Well of course in the half-asleep, frumpy personality side of the shot she doesn’t see the cones and falls right into the man hole. In the other side she adroitly sidesteps the hole and smiles even brighter. The moral, at least as McDonalds wants you to envision it, is eat a good breakfast at the golden arches and life will be grand.

Well hello!!! That ain’t the real moral. The real moral is don’t use half-assed measures like orange traffic cones … meaningless cautions from Mom not to take risks … when there are real world dangers out there.
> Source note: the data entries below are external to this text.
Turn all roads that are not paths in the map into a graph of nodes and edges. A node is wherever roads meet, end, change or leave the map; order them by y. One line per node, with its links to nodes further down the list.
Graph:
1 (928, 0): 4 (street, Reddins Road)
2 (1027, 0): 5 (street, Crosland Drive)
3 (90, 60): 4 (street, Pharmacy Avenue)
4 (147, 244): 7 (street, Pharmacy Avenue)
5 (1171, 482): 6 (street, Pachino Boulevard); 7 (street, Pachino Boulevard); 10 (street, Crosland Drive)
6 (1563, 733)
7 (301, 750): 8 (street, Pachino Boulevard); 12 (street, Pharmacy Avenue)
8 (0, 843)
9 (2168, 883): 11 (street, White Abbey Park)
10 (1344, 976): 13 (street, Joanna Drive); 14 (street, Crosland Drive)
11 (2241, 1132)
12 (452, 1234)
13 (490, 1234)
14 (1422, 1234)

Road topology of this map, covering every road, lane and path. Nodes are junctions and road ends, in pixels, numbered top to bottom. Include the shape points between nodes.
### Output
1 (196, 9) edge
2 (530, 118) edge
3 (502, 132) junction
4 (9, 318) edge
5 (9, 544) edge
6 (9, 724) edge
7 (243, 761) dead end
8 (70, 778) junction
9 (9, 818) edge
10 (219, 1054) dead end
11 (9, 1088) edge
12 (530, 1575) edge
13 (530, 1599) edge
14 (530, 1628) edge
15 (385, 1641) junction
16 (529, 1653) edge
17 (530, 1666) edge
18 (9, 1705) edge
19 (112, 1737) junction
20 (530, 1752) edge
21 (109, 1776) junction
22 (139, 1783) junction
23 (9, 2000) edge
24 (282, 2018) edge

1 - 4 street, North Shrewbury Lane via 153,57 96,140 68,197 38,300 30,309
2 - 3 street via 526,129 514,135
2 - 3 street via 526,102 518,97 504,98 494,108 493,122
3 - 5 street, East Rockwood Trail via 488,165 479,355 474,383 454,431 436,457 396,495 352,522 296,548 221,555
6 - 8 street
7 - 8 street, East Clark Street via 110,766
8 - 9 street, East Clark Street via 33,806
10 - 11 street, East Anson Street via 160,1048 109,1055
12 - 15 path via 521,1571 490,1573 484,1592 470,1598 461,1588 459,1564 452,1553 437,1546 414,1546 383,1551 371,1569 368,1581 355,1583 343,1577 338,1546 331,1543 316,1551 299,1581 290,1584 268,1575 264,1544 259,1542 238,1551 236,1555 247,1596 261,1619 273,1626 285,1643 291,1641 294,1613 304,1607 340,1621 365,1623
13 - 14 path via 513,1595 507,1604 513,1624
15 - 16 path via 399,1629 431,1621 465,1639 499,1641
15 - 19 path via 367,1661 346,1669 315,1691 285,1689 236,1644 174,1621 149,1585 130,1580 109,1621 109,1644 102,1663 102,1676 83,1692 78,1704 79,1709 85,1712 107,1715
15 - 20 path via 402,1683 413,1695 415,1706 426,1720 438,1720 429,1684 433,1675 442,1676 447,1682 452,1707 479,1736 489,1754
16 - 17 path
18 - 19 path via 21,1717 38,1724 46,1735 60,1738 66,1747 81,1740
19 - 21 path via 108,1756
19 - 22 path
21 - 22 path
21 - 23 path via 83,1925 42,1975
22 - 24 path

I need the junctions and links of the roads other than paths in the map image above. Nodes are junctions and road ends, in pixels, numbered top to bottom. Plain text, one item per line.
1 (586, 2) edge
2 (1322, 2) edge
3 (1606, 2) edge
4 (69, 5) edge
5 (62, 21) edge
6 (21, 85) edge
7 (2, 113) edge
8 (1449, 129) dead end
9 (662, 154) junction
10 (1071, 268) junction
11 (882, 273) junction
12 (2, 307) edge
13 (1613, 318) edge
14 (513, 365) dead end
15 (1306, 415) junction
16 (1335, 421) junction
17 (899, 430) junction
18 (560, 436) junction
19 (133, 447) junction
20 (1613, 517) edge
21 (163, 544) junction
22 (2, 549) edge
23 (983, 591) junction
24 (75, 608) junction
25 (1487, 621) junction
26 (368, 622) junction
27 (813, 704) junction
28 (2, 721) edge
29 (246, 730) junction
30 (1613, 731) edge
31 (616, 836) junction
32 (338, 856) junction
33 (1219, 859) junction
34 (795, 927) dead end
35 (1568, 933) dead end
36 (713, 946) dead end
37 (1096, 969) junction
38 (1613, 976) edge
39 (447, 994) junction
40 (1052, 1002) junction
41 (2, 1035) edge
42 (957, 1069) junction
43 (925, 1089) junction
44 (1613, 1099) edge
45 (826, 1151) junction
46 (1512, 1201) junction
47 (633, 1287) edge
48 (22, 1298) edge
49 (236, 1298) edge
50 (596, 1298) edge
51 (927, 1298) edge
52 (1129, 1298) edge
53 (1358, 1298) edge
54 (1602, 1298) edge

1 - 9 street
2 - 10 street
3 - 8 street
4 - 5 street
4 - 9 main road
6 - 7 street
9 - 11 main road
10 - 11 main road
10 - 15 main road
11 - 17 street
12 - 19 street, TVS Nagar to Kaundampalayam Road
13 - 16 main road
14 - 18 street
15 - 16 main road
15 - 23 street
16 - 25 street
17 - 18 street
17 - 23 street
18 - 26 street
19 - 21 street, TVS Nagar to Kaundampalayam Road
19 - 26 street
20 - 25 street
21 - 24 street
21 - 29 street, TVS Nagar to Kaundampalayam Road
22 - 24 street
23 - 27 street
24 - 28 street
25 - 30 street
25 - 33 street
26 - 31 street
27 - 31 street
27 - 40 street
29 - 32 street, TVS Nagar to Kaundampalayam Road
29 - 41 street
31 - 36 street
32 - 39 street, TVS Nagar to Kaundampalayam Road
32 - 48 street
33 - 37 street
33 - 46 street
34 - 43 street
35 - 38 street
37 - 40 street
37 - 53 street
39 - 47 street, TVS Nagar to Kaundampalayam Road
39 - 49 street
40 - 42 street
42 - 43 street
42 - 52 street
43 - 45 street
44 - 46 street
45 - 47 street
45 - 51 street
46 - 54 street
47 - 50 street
It is not (yet) a cushy little bicycle helmet, skater’s knee pas, Web 2.0 world.

Use proven technology, such as GPS tracking to eliminate hazards before people get killed or maimed. Leave the silly orange cones for Ronald to play with.

Once upon a time a poem was written that pretty well sums up where we are today when it comes to safety and crime prevention:

“A Fence or an Ambulance”

by Joseph Malin

Twas a dangerous cliff, as they freely confessed.
- Though to walk near its crest was so pleasant,
But over its terrible edge there had slipped,
A Duke and full many a peasant.
The people said something would have to be done.
But the projects did not at all tally.
Some said “Put a fence round the edge of the cliff”.
Some, “An ambulance down in the valley”.

The lament of the crowd was profound and was loud,
As the tears overflowed with their pity,
But the cry for the ambulance carried the day
As it spread through the neighboring city.
A collection was made, to accumulate aid,
and the dwellers in highway and alley.
Gave dollars and cents - not to furnish a fence
But an ambulance down in the valley.

“For the cliff is alright, if you’re careful!”, they said;
“And if folks ever slip and are dropping,
It isn’t the slipping that hurts them so much,
As the shock down below - when they’re stopping”
So for years (we have heard), as these mishaps occurred,
Quick forth would the rescuers sally,
To pick up the victims who fell from the cliff,
with the ambulance down in the valley.

Said one, in a plea, “It’s a marvel to me,
that you all give so much greater attention,
to repairing results than to curing the cause;
You had much better aim at prevention.
For the mischief, of course, should be stopped at its source;
Come, neighbors and friends, let us rally.
It is far better sense, to put up a fence,
than an ambulance down in the valley!”.

“He is wrong in his head!”, the majority said,
“He would end all our earnest endeavor,
He’s a man who would shirk the responsible work
But we will support it forever.
Aren’t we picking up all, just as fast as they fall,
and giving them care liberally?
A superfluous fence, is of no consequence,
if the ambulance works in the valley.”

The story looks queer, as we’ve written it here,
but things oft occur that are stranger,
more humane, we assert, than to succor the hurt,
is the plan of removing the danger.
The best possible course is to safeguard the source
by attending to things rationally.
Yes build up the fence, and let us dispense,
with the ambulance down in the valley…

We have allowed insurance companies in the US to develop tremendous, un-deserved power.

We have virtually eliminated individual responsibility … “What’s the government going to do about the problem”

Do we just want to continue down the same slippery slope, or do we want to act on the principles our country was built on? Do you want a fence at the top, or an ambulance to pick up the pieces at the bottom?